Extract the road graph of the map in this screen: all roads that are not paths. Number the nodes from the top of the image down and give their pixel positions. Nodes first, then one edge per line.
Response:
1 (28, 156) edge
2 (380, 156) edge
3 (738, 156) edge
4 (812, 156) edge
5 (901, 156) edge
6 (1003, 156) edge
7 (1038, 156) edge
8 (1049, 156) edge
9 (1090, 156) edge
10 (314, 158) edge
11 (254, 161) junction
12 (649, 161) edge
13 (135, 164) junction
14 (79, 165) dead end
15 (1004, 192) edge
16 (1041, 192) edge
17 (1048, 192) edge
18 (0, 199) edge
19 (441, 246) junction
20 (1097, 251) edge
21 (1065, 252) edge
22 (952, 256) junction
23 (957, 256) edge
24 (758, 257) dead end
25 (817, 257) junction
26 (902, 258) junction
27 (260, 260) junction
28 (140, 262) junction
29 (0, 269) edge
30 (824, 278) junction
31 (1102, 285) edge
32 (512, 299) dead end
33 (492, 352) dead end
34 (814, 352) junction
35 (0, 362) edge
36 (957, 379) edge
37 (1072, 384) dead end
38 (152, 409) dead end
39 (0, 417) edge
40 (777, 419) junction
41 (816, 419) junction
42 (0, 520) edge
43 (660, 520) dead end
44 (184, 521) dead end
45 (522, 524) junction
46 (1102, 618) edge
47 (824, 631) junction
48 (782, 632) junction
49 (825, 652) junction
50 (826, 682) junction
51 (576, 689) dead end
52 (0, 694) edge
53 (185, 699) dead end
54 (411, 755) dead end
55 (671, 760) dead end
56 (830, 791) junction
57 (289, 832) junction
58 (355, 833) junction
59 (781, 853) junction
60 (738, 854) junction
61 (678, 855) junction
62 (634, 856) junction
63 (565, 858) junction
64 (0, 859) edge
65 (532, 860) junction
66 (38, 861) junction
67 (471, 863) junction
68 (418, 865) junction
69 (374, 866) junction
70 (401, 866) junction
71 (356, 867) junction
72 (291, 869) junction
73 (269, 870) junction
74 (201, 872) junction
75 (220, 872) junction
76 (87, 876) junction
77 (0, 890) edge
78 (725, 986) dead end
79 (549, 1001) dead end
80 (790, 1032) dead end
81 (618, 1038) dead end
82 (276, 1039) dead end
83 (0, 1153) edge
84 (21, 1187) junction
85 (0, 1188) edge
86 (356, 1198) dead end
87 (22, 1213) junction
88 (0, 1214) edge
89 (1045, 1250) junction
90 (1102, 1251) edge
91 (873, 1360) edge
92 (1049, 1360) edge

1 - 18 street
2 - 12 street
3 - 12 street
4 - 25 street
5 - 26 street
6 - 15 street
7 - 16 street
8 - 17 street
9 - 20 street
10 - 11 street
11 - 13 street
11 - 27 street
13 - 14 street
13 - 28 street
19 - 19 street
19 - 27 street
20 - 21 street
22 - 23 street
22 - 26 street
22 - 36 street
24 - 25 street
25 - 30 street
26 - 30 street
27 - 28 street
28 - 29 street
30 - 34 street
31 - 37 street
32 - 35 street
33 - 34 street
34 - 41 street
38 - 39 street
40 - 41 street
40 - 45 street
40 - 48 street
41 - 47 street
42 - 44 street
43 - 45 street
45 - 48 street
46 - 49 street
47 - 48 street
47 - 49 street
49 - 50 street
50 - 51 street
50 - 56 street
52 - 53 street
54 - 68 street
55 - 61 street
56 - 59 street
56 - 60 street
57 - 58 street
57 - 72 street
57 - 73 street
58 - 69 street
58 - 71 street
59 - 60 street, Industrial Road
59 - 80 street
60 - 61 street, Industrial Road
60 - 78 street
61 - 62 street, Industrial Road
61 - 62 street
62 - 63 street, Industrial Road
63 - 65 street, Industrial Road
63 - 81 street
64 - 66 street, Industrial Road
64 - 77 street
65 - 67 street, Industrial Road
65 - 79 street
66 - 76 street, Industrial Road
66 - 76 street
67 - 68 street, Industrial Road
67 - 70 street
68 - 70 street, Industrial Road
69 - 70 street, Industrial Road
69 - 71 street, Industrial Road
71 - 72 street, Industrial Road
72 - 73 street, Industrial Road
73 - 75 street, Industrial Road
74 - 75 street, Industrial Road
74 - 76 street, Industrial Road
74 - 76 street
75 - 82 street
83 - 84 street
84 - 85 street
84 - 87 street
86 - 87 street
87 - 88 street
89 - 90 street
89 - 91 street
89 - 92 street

☆ ☆ ☆ ☆ ☆ ☆ ☆

Exercise: Taking care to match every character, output all of the entries above.

Written solution:
Extract the road graph of the map in this screen: all roads that are not paths. Number the nodes from the top of the image down and give their pixel positions. Nodes first, then one edge per line.
Response:
1 (28, 156) edge
2 (380, 156) edge
3 (738, 156) edge
4 (812, 156) edge
5 (901, 156) edge
6 (1003, 156) edge
7 (1038, 156) edge
8 (1049, 156) edge
9 (1090, 156) edge
10 (314, 158) edge
11 (254, 161) junction
12 (649, 161) edge
13 (135, 164) junction
14 (79, 165) dead end
15 (1004, 192) edge
16 (1041, 192) edge
17 (1048, 192) edge
18 (0, 199) edge
19 (441, 246) junction
20 (1097, 251) edge
21 (1065, 252) edge
22 (952, 256) junction
23 (957, 256) edge
24 (758, 257) dead end
25 (817, 257) junction
26 (902, 258) junction
27 (260, 260) junction
28 (140, 262) junction
29 (0, 269) edge
30 (824, 278) junction
31 (1102, 285) edge
32 (512, 299) dead end
33 (492, 352) dead end
34 (814, 352) junction
35 (0, 362) edge
36 (957, 379) edge
37 (1072, 384) dead end
38 (152, 409) dead end
39 (0, 417) edge
40 (777, 419) junction
41 (816, 419) junction
42 (0, 520) edge
43 (660, 520) dead end
44 (184, 521) dead end
45 (522, 524) junction
46 (1102, 618) edge
47 (824, 631) junction
48 (782, 632) junction
49 (825, 652) junction
50 (826, 682) junction
51 (576, 689) dead end
52 (0, 694) edge
53 (185, 699) dead end
54 (411, 755) dead end
55 (671, 760) dead end
56 (830, 791) junction
57 (289, 832) junction
58 (355, 833) junction
59 (781, 853) junction
60 (738, 854) junction
61 (678, 855) junction
62 (634, 856) junction
63 (565, 858) junction
64 (0, 859) edge
65 (532, 860) junction
66 (38, 861) junction
67 (471, 863) junction
68 (418, 865) junction
69 (374, 866) junction
70 (401, 866) junction
71 (356, 867) junction
72 (291, 869) junction
73 (269, 870) junction
74 (201, 872) junction
75 (220, 872) junction
76 (87, 876) junction
77 (0, 890) edge
78 (725, 986) dead end
79 (549, 1001) dead end
80 (790, 1032) dead end
81 (618, 1038) dead end
82 (276, 1039) dead end
83 (0, 1153) edge
84 (21, 1187) junction
85 (0, 1188) edge
86 (356, 1198) dead end
87 (22, 1213) junction
88 (0, 1214) edge
89 (1045, 1250) junction
90 (1102, 1251) edge
91 (873, 1360) edge
92 (1049, 1360) edge

1 - 18 street
2 - 12 street
3 - 12 street
4 - 25 street
5 - 26 street
6 - 15 street
7 - 16 street
8 - 17 street
9 - 20 street
10 - 11 street
11 - 13 street
11 - 27 street
13 - 14 street
13 - 28 street
19 - 19 street
19 - 27 street
20 - 21 street
22 - 23 street
22 - 26 street
22 - 36 street
24 - 25 street
25 - 30 street
26 - 30 street
27 - 28 street
28 - 29 street
30 - 34 street
31 - 37 street
32 - 35 street
33 - 34 street
34 - 41 street
38 - 39 street
40 - 41 street
40 - 45 street
40 - 48 street
41 - 47 street
42 - 44 street
43 - 45 street
45 - 48 street
46 - 49 street
47 - 48 street
47 - 49 street
49 - 50 street
50 - 51 street
50 - 56 street
52 - 53 street
54 - 68 street
55 - 61 street
56 - 59 street
56 - 60 street
57 - 58 street
57 - 72 street
57 - 73 street
58 - 69 street
58 - 71 street
59 - 60 street, Industrial Road
59 - 80 street
60 - 61 street, Industrial Road
60 - 78 street
61 - 62 street, Industrial Road
61 - 62 street
62 - 63 street, Industrial Road
63 - 65 street, Industrial Road
63 - 81 street
64 - 66 street, Industrial Road
64 - 77 street
65 - 67 street, Industrial Road
65 - 79 street
66 - 76 street, Industrial Road
66 - 76 street
67 - 68 street, Industrial Road
67 - 70 street
68 - 70 street, Industrial Road
69 - 70 street, Industrial Road
69 - 71 street, Industrial Road
71 - 72 street, Industrial Road
72 - 73 street, Industrial Road
73 - 75 street, Industrial Road
74 - 75 street, Industrial Road
74 - 76 street, Industrial Road
74 - 76 street
75 - 82 street
83 - 84 street
84 - 85 street
84 - 87 street
86 - 87 street
87 - 88 street
89 - 90 street
89 - 91 street
89 - 92 street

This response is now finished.